‘You can kill time in a number of ways,’ said author Martin Amis in his darkly comic murder mystery London Fields, ‘but it always depends on the kind of time you’re fighting.’ True enough, the eight to ten hours ahead gave us pause for thought as we stood in the park in East London that not only gave Amis’s novel its name, but was the starting point for the famed ‘turn up and go’ Dunwich Dynamo.
The Dynamo or ‘Dun Run’ or, for those looking for real brevity, ‘DD’ began life twenty years ago as a fun ride undertaken by cycling messengers on fixed-wheeled bikes – at least that’s one story; the Dun Run is the kind of ride that’s easily mythologized, it’s equally possible it was started by wizards on dragon-back. The few facts we knew for sure were that its 200km run goes from London to Dunwich on the Suffolk coast, takes place through the night (it’s always staged in July closest to the full moon), and that Cyclo and a small group of friends had entered…
7:30pm: London Fields in the early evening was witness to a gathering of the (cycling) clans; from serious teams in matching kit to Shoreditch hipsters, hardcore messengers to casual cyclists. There were road bikes, off-road bikes, fixies, tandems, recumbents and even some foolhardy fancy dress. As the start time grew nearer thoughts turned to distance and time. Especially time. How long would it take? How would we feel at 3-o-clock in the morning? When to eat, when to drink, when to rest?
8:30pm: We set off through North-East London via Mare Street onto Lea Bridge Road and over the notional barrier of the North Circular; the sight of hundreds of bikes dictating the pace of Saturday evening traffic out of London truly inspiring.
10:30pm: As we rode north through Essex towns by way of Woodford, Epping and Great Dunmow we were treated to a time-lapse of Saturday night in the UK. Scenes moved from ‘having a good time’, to having a very good time, to having to ask people if they had had good time…
12:30am: After midnight we reached the ‘half way’ point of Sible Headingham where the village hall had been opened to provide food, drink and the chance to refill bottles. It’s quite an operation managed by volunteers and catering for up to 1,500 riders. What they didn’t tell us was that it’s nearly 10miles short of halfway.
1:30am: Refreshed by the provisions and brief rest we rode through a succession of picture postcard villages like Monks Eleigh, Bildeston, Framlingham into the heart of Suffolk.
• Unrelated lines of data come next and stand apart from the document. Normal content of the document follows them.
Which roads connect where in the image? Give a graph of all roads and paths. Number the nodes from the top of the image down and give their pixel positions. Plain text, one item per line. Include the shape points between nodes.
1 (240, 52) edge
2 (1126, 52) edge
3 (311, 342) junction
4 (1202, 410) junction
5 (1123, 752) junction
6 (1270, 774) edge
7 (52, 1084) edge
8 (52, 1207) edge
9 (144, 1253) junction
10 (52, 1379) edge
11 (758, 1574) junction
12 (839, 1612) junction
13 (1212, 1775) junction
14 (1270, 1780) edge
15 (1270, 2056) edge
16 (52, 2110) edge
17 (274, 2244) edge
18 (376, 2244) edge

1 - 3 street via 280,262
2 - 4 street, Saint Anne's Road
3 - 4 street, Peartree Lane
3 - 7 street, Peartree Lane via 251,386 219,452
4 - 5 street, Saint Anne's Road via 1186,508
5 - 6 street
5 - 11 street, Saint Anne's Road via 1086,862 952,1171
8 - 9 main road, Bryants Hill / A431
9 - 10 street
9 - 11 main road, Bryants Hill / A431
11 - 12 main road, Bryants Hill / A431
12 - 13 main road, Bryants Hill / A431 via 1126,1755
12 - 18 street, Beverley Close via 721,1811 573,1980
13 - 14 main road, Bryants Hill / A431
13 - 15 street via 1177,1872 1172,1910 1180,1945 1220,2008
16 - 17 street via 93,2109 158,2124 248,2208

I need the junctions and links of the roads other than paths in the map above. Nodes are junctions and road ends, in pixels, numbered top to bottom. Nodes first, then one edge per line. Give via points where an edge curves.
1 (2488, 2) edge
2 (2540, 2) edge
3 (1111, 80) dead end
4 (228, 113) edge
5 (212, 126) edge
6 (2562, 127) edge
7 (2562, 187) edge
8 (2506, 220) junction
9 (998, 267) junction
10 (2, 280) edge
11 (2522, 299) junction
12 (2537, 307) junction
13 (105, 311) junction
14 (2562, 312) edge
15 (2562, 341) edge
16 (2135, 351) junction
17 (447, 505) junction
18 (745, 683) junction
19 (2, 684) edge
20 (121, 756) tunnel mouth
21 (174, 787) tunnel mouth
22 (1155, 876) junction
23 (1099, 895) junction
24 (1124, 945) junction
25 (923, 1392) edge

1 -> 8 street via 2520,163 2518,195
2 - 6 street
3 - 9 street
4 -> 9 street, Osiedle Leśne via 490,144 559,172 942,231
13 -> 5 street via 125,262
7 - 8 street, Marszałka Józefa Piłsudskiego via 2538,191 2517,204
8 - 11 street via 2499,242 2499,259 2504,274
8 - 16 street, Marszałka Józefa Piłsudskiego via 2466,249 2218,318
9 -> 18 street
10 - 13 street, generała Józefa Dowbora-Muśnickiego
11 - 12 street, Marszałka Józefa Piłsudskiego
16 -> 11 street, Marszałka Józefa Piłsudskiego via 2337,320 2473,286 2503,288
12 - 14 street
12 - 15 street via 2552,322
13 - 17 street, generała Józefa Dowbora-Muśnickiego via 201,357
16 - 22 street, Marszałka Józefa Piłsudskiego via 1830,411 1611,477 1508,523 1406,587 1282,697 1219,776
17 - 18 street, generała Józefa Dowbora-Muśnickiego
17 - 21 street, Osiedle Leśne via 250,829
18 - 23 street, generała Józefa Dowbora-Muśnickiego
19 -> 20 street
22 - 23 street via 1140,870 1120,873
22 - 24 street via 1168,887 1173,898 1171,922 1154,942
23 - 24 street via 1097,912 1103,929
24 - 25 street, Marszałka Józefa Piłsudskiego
Small groups were still appearing by the road in folding chairs to clap and shout encouragement.
2:30am: The dark hour. The banter had stopped and everyone had retreated into their own personal world of fatigue. It’s the time when you’re hanging onto the wheels of small groups to steal a few minutes of recovery, only to (often) lose them on a climb. All we could think about was the next group and another chance to grab a wheel. We focused on the trail of red lights ahead and kept cranking. And cranking.
At this low point things started to turn surreal. An ambulance came out of nowhere and headed back down the road behind us. Rumors started to circulate of someone having gone straight on at a bend and through a hedgerow. Minutes later, while packed into a group of 15-20 riders on a narrow road, a ‘semi-pro’ team (you know who you are) came past at reckless speed. Shouts went up as someone goes down – there were bikes and bodies flying as the whole group crashed to a stop.
3:30am: It was all beginning to feel a little dangerous. The chances some people were taking, on road surfaces you couldn’t judge until it was too late, were alarming. It felt like the right time to stop and calm down. Around the next bend lights flooded the road, someone had turned their front garden into a roadside café. Under a marquee were four kind souls dishing out hot food and drinks. We bought bacon rolls and fresh coffee, sat by the roadside and swapped war stories with strangers.
4:30am: The last, hardest, 15miles as the mizzle increased and the headwind picked up; apparently the worst weather for the event in years. There was a creeping dawn, but no sunrise to lift the spirits.
5:30am: If the towns of the ‘Sunrise Coast’ of Suffolk were sisters Southwold, to the north, would be the pretty, popular one, Aldeburgh, to the south, would be cultured and rather pleased with herself. The two ugly sisters are Thorpeness, with her Sizewell power station, and Dunwich with nothing but a shingle beach and a once prosperous town lost to the storms of 1286 and 1328. But it was paradise to us as we rolled down onto the beach, greeted by weary cheers from those already there.
As the beach filled up the queues for food, drinks, toilets, lorries for bikes, coaches for people, got ever longer. No one cared, we weren’t going anywhere (yet.) A few braved the dawn water, some unrolled sleeping bags, but most just gazed out to sea and thought about what they had achieved. Conversations turned quickly from the past to the future. ‘Would we do the Dunwich Dynamo again?’
Time will tell but at least next year we’ll know what kind of time we’re fighting.
2 replies on “The Dunwich Dynamo”
Sounds like fun [afterwards] – I’m over in the UK from Gent next year so I might give it a go.
Please keep the stories coming. Not a rider myself – yet – but I can dream.